- Born: Gabrielle Hanoka 3 March 1921 Alexandria, Egypt
- Died: 27 September 2014 (aged 93) Paris, France
- Occupation: Fashion designer
- Known for: Founder of Chloé
- Spouse: Raymond Aghion ​ ​(m. 1940; died 2009)​
- Children: Philippe
- Awards: Legion of Honor (2013.12.16)

= Gaby Aghion =

French Jewish fashion designer (1921–2014)

Gabrielle Aghion (née Hanoka; 3 March 1921 - 27 September 2014) was a French fashion designer and founder of the French fashion house Chloé. She is said to have coined the phrase prêt-à-porter.

== Early life ==
Gabrielle Hanoka was born in Alexandria, Sultanate of Egypt, to a family of Sephardic Jewish descent. Her father was a cigarette factory manager and her mother was a homemaker who was passionate about French fashion. She met her husband, Raymond Aghion (1921–2009), when both were seven years old in elementary school. He was born into a wealthy Italian Jewish family of cotton exporters. Despite his upper-class background, he became a communist activist, founding an organization called the Democratic Union as an intellectual home for Egyptian communists and publishing a communist magazine and newspaper. Hanoka and Aghion married at the age of 19. They moved to Paris together in 1945, fearful of the fragmentation of the Egyptian communist movement. In Paris they continued to socialize within the communist community, becoming close to writers Louis Aragon, Paul Éluard and Tristan Tzara.

==Career==
Aghion launched Chloé in 1952. Raymond opened an art gallery in 1956, specializing in modern art. Aghion named the label Chloé after a friend, because it was too much of a risk to use her own name—it was not well-thought-of for a woman of her status to work. She also stated that she loved the roundness of the letters.

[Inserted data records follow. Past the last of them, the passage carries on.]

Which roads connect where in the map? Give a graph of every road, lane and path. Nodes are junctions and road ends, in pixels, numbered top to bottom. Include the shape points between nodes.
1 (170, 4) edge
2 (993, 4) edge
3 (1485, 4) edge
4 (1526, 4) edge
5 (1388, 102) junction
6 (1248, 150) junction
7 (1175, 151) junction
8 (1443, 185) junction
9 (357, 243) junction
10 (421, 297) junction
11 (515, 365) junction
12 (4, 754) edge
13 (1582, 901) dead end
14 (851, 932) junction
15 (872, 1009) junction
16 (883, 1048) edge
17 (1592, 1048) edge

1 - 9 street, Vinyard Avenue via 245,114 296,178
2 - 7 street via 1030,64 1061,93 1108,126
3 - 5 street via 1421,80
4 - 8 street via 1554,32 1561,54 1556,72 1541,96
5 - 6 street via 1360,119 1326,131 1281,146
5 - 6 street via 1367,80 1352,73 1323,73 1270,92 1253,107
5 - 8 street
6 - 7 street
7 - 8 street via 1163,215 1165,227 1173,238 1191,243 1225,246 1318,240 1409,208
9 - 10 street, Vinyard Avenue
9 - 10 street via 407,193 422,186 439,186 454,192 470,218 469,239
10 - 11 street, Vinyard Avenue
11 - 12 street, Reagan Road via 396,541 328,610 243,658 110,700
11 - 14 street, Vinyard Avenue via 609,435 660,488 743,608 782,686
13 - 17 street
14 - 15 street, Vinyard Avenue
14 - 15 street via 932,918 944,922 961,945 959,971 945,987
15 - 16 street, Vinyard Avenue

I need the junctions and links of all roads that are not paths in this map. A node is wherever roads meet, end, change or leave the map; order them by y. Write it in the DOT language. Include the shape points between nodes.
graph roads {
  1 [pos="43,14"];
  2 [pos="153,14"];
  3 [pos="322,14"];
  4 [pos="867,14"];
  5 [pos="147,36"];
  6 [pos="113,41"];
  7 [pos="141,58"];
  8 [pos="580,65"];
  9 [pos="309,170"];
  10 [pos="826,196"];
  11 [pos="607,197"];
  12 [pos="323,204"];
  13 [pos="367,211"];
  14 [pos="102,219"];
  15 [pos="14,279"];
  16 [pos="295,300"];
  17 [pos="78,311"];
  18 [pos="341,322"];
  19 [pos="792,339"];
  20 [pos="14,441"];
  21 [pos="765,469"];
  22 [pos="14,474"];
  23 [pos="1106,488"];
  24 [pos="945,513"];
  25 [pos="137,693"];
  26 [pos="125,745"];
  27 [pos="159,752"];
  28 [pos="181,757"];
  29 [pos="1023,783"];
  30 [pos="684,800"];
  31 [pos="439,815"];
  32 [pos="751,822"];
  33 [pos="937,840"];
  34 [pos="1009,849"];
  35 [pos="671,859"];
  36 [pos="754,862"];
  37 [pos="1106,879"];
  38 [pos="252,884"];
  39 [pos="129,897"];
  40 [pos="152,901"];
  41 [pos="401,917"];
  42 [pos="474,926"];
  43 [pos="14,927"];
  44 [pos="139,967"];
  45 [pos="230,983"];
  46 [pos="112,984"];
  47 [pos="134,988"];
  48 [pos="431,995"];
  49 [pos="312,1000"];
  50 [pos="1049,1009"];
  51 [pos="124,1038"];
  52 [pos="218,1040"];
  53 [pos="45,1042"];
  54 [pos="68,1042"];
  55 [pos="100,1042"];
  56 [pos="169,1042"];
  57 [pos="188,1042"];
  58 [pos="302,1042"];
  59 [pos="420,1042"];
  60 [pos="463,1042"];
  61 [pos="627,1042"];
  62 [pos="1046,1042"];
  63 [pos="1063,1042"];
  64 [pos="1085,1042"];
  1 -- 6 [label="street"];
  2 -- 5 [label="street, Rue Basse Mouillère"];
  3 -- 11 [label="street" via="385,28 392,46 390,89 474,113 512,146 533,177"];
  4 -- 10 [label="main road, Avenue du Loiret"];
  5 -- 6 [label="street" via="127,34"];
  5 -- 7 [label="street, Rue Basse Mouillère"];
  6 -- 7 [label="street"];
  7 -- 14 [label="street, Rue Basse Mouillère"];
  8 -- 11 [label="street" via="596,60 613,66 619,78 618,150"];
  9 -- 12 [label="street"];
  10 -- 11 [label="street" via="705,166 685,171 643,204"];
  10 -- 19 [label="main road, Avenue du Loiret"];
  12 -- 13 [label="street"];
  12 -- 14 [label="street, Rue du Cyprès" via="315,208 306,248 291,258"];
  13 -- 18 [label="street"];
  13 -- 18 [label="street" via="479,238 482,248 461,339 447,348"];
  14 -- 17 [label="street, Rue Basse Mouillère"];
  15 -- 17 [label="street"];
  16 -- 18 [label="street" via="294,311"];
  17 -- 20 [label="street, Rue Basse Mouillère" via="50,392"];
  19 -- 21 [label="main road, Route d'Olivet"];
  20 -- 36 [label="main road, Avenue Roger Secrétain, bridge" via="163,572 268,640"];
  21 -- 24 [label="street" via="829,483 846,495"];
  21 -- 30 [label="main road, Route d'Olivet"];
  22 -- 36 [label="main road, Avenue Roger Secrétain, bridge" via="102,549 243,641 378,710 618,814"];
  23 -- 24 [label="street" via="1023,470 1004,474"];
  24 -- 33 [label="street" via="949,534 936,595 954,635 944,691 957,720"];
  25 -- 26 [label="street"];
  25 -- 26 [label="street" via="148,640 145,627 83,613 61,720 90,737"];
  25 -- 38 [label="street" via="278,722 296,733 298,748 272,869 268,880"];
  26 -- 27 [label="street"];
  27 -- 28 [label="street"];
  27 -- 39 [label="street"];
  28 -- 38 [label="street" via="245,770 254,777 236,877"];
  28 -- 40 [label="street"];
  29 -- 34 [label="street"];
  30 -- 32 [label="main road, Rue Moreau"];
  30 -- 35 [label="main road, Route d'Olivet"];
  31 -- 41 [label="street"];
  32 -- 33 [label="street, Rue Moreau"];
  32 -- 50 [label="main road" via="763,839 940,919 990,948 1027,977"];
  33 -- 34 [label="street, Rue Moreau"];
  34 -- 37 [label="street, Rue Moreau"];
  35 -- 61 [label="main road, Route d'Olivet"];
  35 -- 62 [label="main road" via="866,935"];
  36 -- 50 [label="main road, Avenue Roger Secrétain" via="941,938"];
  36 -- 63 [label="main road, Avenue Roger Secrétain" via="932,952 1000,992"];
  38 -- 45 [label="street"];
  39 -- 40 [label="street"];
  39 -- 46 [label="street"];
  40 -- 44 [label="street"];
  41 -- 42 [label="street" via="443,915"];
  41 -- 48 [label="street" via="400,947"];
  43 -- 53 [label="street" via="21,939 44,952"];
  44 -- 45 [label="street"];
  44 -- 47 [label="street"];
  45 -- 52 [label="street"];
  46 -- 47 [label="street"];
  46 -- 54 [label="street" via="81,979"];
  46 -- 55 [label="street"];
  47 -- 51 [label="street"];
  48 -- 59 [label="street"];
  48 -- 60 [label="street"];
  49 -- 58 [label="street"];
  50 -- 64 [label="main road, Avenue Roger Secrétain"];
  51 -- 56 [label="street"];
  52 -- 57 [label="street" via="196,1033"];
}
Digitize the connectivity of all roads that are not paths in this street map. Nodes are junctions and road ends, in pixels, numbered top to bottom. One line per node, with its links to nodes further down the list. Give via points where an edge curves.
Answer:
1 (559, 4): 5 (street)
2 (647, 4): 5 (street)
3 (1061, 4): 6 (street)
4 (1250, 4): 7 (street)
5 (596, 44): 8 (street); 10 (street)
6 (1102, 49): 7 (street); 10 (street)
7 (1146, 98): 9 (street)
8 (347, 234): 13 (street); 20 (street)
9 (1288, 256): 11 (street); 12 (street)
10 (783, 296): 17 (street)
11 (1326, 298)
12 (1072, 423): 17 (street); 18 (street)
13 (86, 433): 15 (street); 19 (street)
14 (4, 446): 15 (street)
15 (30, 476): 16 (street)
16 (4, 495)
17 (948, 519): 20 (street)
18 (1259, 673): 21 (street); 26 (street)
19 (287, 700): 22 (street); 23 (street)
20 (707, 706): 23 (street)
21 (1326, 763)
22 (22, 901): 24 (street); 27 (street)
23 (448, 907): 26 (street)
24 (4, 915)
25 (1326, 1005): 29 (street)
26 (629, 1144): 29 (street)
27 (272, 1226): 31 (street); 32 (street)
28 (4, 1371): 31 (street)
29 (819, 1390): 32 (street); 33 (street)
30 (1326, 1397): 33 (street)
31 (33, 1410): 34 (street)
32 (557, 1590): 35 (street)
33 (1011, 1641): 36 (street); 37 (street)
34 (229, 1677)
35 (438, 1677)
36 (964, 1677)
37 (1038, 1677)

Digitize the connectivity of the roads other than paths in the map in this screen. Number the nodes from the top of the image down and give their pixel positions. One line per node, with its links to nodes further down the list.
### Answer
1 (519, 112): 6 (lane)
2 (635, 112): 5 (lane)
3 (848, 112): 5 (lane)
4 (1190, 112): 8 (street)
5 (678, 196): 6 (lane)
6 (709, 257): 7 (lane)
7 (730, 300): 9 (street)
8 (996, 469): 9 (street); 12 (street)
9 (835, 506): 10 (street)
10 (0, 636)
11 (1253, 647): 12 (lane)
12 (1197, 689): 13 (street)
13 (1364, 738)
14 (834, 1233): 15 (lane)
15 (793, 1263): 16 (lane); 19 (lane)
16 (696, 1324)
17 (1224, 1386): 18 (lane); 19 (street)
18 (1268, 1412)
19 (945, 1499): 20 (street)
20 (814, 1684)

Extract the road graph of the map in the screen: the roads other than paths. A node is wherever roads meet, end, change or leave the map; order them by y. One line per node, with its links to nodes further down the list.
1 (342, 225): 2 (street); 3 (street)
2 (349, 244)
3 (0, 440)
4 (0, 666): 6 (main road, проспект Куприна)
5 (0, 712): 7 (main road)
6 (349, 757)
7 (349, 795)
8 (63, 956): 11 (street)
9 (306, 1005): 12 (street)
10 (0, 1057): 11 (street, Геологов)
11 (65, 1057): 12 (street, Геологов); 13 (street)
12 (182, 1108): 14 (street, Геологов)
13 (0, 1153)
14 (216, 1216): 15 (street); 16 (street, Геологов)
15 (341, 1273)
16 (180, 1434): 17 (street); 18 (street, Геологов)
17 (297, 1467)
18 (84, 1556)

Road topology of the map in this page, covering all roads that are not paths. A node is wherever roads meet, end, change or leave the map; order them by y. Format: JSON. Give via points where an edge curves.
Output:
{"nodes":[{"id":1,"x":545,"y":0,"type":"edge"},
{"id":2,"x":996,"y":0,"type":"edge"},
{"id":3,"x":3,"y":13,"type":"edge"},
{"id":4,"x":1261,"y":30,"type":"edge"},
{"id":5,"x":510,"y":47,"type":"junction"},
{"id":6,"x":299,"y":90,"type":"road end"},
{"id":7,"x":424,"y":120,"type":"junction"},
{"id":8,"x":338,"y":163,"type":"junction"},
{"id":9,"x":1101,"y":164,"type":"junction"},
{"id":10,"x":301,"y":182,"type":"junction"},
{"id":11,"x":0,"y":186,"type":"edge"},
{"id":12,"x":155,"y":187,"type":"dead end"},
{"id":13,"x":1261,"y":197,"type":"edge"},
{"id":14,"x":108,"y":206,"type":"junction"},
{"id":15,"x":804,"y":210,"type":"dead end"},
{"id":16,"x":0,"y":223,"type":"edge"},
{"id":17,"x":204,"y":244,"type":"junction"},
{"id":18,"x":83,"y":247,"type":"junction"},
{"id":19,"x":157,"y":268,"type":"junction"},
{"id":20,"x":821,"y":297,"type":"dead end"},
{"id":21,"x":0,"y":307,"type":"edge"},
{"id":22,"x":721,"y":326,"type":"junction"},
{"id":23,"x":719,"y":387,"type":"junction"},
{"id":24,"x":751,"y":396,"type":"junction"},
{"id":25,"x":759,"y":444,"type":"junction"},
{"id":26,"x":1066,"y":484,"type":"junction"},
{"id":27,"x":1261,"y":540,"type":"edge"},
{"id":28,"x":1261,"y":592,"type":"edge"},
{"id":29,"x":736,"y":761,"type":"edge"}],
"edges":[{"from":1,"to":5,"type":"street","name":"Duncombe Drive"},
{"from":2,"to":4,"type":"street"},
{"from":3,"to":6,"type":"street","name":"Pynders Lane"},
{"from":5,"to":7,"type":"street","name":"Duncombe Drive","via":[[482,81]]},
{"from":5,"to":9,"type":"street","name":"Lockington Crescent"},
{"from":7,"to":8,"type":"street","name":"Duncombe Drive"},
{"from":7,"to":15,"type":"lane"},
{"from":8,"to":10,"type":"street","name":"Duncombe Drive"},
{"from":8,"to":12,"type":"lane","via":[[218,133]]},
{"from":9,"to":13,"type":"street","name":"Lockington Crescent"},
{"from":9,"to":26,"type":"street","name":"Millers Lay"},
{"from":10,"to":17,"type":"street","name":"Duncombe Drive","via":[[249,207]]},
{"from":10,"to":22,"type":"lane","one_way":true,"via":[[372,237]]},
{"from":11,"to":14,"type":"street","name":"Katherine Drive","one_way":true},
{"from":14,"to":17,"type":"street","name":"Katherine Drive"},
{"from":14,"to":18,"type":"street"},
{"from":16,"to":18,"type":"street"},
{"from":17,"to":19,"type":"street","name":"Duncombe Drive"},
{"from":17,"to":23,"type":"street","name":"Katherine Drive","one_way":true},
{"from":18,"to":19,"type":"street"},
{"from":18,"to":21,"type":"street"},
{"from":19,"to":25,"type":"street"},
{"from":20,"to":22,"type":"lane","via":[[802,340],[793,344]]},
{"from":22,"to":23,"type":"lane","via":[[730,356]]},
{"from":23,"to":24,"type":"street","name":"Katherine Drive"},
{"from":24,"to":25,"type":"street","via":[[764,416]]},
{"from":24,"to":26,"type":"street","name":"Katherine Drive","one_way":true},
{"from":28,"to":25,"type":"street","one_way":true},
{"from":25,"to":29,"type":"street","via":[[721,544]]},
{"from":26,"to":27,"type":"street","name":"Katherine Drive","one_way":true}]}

Aghion rejected the stiff formality of 1950s fashion and created soft, feminine, body-conscious clothes from fine fabrics, calling them "luxury prêt-à-porter". Unique for their time, they were clothes available off the rack. She set up her workshop in a maid's room above her large flat. Aghion and Jacques Lenoir formed a partnership in 1953, with Lenoir taking charge of the business operations while Aghion took on the creative responsibilities.

The duo put on the first Chloé show in 1956 at a breakfast at the Café de Flore, an important place for young intellectual Parisians in the 1940s and 1950s.

Aghion said: "Everything was yet to be invented and this thrilled me." She hired Karl Lagerfeld early in his career, along with other emerging fashion designers. Her son, Philippe, recalls Lagerfeld coming to the company in the mid-1960s: "When he arrived from [the house of] Jean Patou, Karl was a shy individual. He and my mother made a fantastic team. He came into the spirit of Chloé."

Aghion continued to run Chloé until 1985, when it was bought by Dunhill Holdings (now Compagnie Financière Richemont Group).

In 2012, the Paris Palais de Tokyo held an exhibition, Chloé Attitudes, to celebrate 60 years of the label.

In October 2023, the Jewish Museum in New York opened Mood of the moment: Gaby Aghion and the house of Chloé, the first museum exhibition detailing Aghion's work. The exhibition opened with three ensembles from the house’s early years: an original Embrun dress Aghion designed with the English-Irish model Maxime de la Falaise in 1960, flanked by a 1964 gold skirt suit (from 1964) and a ruffled wool crepe wrap dress (from 1961) standing before a grid of images from one of its first fashion presentations. Designs by Lagerfeld, who continued working at Chloé until 1983 and returned to the fashion house for a second stint as creative director from 1992 to 1997, make up the majority of the exhibition.

==Awards==
- French Legion of Honor (2013)

== Death ==
Gaby Aghion died in 2014. Her son, Philippe, an economist and Harvard professor who won the Nobel Memorial Prize in Economics, survives her. She was buried at Montparnasse Cemetery in Paris.